Carl Adolph von Plessen (18 May 1678 – 30 January 1758) was a Danish statesman and landowner. He played a central role during the early reign of Christian VI but fell out of favour at the court and resigned in 1733. He was a major stakeholder in the Danish Asiatic Company and the Danish West Indies Company and owned a number of estates in Denmark and the Danish West Indies. He was the brother of Christian Ludvig von Plessen.

==Early life and education==
Carl Adolf von Plessen was born on 18 May 1678 in Mecklenburg, the son of chamberlain and later president of the Rentekammeret Christian Siegfried von Plessen (1646–1723) and Sophia Agnes von Lepel (c. 1650–84). He was the brother of Christian Ludvig von Plessen. He studied at Utrecht University.

==Political career==
Plessen accompanied Prince Carl on his grand tour in 1696–99. He later followed the prince back to Denmark where he served first as his Hofmeister and from 1708as his chief chamberlain (overkammerherre). Frederik IV's marriage to Anna Sophie divided the royal family and Prince Carl and Princess Sophia Hedwig moved court to Vemmetofte in 1721. Plessen followed them and played a key role both at their court and in the management of the estate. Plessen was, like the Prince and the Princess, inexorable in his view on Queen Anna Sophie and her party which completely dominated the government in Copenhagen, and the king's overtures in 1825 were therefore met with cold air at Vemmetofte. On his death bed, Frederick IV tried to win Plessen over by awarding him the Order of the Elephant but in vain. This hostility and his profound religious beliefs won Plessen the favour of Crown Prince Christian, who immediately included him in the new government upon his ascent to the throne in 1730.

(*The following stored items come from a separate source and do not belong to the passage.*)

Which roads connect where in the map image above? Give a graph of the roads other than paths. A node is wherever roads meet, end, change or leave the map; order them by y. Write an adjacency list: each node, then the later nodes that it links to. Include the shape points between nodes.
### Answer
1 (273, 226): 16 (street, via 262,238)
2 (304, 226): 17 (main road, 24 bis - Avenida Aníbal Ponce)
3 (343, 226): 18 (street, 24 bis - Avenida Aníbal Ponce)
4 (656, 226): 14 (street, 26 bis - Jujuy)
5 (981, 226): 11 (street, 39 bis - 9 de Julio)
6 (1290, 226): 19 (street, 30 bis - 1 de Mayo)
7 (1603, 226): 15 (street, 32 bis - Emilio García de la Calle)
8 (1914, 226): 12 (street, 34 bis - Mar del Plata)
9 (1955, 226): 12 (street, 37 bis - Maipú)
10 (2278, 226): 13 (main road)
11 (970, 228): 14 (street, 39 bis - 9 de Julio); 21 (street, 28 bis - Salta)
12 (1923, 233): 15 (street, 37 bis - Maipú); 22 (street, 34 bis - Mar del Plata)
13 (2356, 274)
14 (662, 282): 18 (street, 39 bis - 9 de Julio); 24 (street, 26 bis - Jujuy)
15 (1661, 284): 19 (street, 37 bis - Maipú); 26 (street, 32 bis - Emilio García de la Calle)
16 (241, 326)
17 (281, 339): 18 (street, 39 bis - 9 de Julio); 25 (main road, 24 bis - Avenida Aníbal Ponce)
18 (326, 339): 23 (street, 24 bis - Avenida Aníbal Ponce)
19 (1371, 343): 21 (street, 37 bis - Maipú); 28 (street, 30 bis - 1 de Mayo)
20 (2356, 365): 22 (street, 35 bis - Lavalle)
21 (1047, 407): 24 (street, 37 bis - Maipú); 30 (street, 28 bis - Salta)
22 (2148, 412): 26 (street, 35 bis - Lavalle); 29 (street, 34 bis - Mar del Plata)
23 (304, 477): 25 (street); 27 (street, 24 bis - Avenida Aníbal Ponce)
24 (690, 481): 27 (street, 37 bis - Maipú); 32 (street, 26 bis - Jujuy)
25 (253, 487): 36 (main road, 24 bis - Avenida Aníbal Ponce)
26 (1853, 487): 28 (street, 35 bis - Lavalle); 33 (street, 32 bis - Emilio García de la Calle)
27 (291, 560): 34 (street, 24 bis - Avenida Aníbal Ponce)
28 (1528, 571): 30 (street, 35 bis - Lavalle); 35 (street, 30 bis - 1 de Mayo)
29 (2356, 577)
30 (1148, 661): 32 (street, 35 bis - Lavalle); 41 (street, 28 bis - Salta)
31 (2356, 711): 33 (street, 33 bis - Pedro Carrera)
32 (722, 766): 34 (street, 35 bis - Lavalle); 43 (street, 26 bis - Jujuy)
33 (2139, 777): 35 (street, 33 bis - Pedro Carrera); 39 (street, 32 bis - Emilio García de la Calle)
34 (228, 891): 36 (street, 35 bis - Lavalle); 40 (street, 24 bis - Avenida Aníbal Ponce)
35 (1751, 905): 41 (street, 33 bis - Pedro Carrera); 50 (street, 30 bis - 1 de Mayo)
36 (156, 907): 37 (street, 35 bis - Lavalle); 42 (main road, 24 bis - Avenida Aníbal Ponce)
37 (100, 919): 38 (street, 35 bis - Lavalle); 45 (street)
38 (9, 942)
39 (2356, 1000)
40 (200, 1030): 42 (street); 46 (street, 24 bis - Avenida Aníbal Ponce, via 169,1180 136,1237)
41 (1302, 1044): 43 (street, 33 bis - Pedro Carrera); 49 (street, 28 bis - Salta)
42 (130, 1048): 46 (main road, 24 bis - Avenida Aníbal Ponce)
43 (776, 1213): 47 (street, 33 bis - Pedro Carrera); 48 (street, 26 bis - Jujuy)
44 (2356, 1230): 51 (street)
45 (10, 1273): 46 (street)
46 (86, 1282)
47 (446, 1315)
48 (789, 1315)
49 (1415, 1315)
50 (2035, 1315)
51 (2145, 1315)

Plessen fell out of favour at the court and resigned in April 1733. Plessen lost all political influence and his attempt to return to power when Frederik V ascended the throne in 1746 failed.

After his resignation, Plessen return to Princess Sophie Hedevig's court at Vemmetofte a position as chief chamberlain. He assisted her in drafting the statutes for Vemmetofte Frøkenkloster. It entered into force at her death in 1735 with Plessen as the first curator of the institution.

==Property==
Plessen was a major stakeholder in both the Danish East India Company and the Danish West India Company. He served as president of the Danish West Indies Company and was a driving force behind the purchase of Saint Croix from France in 173.

He owned the estates Førslev, Harrested, Gunderslevholm, Saltø, Kastrup, Fuglebjerg and Fodby on Zealand and Dronninglund Manor in Jutland. Princess Sophia Hedwig bequeathed Blågård outside to him. Plessen founded 16 public schools on his estates and took a personal interest in overseeing their operation.

==Personal life==
Plessen never married. He was interested in the natural sciences and was the owner of an extensive personal library. He supported the historian Hans Gram.

He died on 30 January 1758 and is buried in St. Peter's Church in Copenhagen.